Collected data entries
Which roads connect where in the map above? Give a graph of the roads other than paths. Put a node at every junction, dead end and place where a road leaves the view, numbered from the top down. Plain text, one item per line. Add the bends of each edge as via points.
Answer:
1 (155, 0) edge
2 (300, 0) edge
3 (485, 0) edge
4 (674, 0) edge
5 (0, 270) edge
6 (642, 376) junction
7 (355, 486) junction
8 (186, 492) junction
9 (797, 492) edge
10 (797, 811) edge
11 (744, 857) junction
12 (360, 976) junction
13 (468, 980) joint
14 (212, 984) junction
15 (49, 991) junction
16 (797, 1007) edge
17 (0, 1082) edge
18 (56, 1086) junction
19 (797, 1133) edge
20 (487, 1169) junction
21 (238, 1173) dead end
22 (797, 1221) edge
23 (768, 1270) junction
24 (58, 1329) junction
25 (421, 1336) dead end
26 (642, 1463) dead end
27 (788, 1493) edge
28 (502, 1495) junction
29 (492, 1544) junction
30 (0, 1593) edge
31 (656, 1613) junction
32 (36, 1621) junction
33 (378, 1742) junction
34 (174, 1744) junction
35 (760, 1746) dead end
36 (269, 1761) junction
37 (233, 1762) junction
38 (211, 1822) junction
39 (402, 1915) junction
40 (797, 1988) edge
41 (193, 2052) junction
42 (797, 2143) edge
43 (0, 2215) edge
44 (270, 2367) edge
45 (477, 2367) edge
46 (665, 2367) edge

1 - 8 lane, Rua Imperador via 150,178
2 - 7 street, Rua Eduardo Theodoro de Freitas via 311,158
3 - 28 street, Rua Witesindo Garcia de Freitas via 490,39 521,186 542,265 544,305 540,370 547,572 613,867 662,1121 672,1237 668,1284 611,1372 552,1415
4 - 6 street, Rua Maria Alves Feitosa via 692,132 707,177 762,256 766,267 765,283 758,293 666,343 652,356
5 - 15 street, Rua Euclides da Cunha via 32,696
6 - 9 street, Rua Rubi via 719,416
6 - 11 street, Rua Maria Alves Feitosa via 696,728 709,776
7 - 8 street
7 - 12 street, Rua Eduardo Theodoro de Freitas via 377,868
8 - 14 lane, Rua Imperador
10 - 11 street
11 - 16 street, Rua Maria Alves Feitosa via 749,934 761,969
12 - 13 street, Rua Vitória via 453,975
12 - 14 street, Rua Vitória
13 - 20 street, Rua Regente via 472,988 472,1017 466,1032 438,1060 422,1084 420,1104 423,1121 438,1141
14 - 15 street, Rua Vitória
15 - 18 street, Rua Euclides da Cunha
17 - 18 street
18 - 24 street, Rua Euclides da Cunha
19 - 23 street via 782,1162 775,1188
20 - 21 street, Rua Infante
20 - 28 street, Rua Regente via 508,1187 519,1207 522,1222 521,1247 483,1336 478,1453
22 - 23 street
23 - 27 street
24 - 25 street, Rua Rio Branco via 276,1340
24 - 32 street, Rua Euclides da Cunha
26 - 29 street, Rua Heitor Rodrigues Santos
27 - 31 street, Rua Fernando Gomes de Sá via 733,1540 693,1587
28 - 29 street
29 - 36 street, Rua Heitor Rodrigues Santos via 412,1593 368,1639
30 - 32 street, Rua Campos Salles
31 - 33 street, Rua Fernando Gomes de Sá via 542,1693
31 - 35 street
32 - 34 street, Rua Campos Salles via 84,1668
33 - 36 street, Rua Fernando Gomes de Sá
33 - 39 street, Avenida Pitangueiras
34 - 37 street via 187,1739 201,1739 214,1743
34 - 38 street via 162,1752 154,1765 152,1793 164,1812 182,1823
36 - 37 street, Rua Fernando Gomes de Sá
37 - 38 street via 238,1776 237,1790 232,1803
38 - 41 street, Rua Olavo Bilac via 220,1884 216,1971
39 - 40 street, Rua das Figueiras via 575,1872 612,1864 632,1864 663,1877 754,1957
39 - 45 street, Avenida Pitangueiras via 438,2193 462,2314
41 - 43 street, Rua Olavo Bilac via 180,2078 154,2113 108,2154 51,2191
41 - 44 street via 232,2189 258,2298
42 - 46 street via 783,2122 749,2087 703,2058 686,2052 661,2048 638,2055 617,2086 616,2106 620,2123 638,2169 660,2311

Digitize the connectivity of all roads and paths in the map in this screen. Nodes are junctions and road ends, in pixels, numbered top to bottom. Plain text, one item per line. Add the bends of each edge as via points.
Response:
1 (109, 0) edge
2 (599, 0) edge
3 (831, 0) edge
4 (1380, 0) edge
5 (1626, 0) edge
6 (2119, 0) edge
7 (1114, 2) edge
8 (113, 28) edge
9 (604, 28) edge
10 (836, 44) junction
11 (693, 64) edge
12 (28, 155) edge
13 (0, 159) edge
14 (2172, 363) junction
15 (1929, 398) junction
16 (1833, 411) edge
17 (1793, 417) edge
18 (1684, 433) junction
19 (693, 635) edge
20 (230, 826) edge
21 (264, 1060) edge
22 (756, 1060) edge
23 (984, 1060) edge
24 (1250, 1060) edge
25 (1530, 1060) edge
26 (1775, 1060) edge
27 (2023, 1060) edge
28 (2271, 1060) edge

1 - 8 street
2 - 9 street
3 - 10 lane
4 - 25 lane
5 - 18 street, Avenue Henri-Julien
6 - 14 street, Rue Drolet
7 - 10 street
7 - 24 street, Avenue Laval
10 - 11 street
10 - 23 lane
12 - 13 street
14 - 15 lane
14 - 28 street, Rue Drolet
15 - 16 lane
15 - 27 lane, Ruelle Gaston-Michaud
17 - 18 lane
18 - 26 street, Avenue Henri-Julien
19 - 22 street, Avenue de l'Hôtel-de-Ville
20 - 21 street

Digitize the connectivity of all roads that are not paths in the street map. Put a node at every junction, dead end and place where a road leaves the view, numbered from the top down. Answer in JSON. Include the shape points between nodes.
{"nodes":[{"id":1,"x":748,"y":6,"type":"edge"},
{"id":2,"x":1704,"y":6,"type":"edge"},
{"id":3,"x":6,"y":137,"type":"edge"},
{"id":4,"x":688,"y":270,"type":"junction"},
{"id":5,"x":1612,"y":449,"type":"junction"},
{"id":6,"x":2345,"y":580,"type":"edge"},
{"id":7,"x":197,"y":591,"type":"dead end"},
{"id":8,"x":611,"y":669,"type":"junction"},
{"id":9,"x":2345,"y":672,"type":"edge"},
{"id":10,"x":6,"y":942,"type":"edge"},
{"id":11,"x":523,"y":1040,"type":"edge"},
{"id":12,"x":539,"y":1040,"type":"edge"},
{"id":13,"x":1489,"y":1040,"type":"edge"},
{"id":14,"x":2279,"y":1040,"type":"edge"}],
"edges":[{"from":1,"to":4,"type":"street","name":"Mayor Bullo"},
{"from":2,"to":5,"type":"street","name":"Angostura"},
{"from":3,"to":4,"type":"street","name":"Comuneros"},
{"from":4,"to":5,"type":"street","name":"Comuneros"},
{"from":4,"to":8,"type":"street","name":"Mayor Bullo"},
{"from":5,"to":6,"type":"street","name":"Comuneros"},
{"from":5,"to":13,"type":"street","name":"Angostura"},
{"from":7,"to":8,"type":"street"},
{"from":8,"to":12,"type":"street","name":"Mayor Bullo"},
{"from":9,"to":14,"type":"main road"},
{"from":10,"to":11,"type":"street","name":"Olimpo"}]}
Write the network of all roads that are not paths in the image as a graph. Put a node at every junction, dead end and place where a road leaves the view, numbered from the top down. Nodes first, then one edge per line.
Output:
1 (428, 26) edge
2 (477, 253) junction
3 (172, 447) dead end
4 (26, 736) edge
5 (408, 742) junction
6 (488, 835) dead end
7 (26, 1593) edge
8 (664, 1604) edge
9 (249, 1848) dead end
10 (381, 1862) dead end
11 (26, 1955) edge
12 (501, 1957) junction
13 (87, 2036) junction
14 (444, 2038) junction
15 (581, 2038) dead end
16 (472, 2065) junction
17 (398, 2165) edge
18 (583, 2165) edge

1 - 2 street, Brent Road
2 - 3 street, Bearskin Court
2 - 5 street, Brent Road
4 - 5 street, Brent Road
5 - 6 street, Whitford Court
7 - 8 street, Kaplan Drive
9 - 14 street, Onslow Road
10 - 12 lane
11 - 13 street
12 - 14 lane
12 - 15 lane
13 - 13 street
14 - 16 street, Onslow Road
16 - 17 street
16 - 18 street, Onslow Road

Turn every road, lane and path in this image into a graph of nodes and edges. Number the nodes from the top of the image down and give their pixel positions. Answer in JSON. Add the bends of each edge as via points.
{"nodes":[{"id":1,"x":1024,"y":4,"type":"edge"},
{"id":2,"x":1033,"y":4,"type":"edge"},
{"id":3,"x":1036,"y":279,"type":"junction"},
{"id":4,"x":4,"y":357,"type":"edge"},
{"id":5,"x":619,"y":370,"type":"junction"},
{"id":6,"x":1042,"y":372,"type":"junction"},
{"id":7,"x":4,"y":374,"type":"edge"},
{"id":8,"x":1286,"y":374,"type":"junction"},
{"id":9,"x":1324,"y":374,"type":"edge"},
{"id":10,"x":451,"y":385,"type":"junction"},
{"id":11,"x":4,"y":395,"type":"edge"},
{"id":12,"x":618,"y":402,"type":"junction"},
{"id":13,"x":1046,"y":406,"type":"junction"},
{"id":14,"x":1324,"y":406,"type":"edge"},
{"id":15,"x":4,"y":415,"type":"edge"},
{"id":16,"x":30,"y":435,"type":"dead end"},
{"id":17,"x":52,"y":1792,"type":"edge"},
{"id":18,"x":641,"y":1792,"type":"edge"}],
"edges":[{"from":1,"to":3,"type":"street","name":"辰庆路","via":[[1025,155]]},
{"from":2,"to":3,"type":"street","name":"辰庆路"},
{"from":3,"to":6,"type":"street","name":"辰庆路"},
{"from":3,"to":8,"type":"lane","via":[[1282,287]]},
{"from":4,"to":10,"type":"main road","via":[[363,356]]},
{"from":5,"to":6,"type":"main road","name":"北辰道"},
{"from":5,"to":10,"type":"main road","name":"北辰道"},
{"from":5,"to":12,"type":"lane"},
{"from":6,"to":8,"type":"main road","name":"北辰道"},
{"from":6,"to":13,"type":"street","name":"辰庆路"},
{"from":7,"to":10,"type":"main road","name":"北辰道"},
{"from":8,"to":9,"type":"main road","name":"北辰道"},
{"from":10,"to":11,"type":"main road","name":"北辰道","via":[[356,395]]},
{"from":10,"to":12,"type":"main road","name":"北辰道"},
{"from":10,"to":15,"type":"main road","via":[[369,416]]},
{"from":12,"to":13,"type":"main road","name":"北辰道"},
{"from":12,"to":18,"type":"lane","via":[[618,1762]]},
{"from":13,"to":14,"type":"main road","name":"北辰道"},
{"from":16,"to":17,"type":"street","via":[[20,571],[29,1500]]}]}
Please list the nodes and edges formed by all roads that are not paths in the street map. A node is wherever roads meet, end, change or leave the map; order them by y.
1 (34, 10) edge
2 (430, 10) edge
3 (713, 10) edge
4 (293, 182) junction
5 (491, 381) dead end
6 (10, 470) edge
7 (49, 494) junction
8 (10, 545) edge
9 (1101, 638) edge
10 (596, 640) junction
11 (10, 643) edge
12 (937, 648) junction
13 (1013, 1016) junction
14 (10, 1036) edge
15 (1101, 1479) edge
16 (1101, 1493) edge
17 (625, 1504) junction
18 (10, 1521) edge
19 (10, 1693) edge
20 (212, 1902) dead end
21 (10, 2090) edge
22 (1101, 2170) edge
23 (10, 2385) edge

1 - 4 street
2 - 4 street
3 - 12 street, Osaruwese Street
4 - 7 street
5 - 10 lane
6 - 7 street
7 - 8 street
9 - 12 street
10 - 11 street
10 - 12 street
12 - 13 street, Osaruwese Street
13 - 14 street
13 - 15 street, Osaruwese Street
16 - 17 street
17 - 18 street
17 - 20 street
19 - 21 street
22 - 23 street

◆ **Required action**:
Go line by line through the records above and copy each one containing "Theodoro".

◆ **Task output**:
2 - 7 street, Rua Eduardo Theodoro de Freitas via 311,158
7 - 12 street, Rua Eduardo Theodoro de Freitas via 377,868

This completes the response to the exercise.